◆ Material for this task ◆
▽

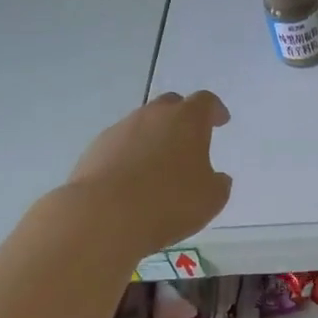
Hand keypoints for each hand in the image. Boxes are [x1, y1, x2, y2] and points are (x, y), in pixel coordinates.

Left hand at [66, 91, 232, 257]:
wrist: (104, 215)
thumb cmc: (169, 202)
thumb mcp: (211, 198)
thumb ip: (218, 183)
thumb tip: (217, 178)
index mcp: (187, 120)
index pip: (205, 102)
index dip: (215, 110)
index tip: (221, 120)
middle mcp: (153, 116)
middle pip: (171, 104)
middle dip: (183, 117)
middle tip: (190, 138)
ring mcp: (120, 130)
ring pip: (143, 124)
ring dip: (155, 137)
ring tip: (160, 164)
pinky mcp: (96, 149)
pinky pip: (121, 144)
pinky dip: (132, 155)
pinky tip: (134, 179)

△
▽

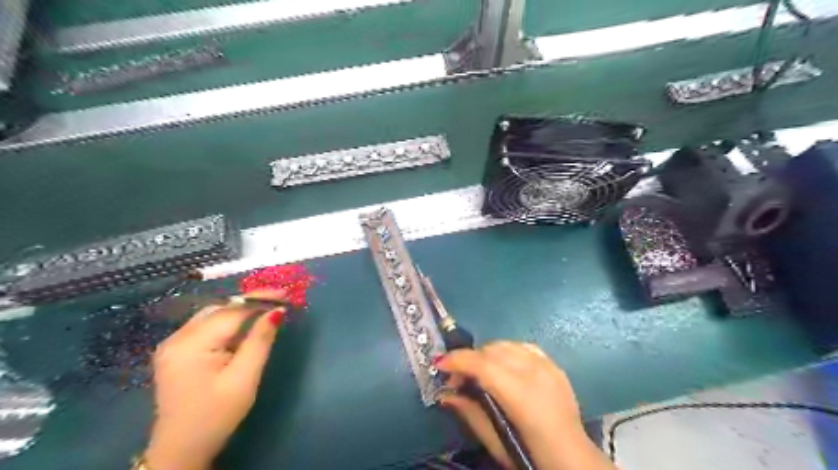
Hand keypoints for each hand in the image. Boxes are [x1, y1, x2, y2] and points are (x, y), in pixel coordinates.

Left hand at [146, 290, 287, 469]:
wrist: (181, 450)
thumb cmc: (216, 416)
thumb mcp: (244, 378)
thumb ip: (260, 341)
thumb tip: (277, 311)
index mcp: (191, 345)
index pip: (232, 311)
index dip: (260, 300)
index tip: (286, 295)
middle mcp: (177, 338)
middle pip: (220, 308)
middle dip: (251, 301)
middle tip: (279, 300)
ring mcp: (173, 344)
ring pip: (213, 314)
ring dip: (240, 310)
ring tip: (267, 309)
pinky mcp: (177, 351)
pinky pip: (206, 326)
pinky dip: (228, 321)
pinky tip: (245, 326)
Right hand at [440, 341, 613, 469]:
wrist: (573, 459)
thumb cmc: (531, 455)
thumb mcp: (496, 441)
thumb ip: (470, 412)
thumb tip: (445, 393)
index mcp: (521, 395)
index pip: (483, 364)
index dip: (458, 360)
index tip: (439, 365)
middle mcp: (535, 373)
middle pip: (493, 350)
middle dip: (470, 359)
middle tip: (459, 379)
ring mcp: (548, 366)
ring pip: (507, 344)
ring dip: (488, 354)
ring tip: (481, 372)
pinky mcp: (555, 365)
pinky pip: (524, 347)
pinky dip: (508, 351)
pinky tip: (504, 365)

△
▽

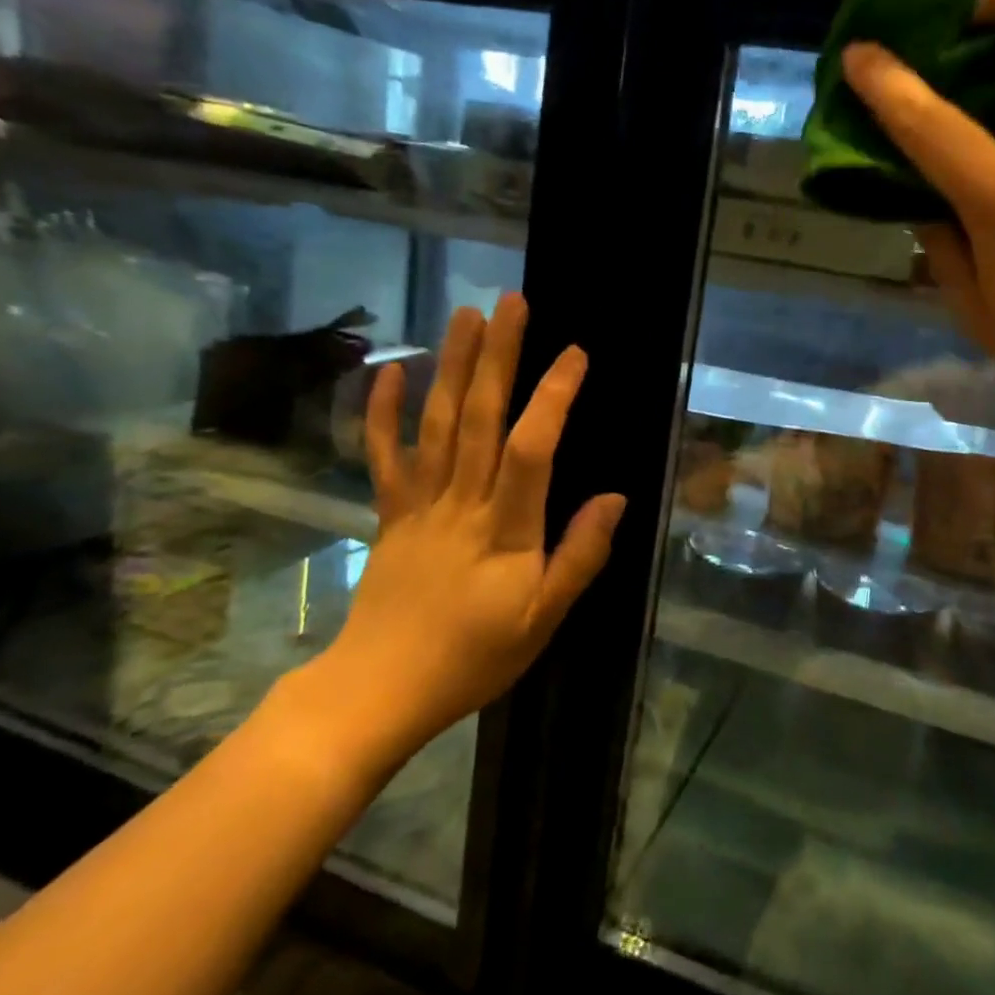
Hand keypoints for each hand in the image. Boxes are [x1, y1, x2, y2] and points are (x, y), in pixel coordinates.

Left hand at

△

◆ Your assignment ◆
Find the word "pinky" in the records. Copy every line it appears in.

◆ Completed exercise ◆
pinky mcp: (96, 149)
pinky pip: (121, 144)
pinky dip: (132, 155)
pinky tip: (134, 179)
pinky mcp: (177, 351)
pinky pip: (206, 326)
pinky dip: (228, 321)
pinky tip: (245, 326)
pinky mcp: (555, 365)
pinky pip: (524, 347)
pinky dip: (508, 351)
pinky tip: (504, 365)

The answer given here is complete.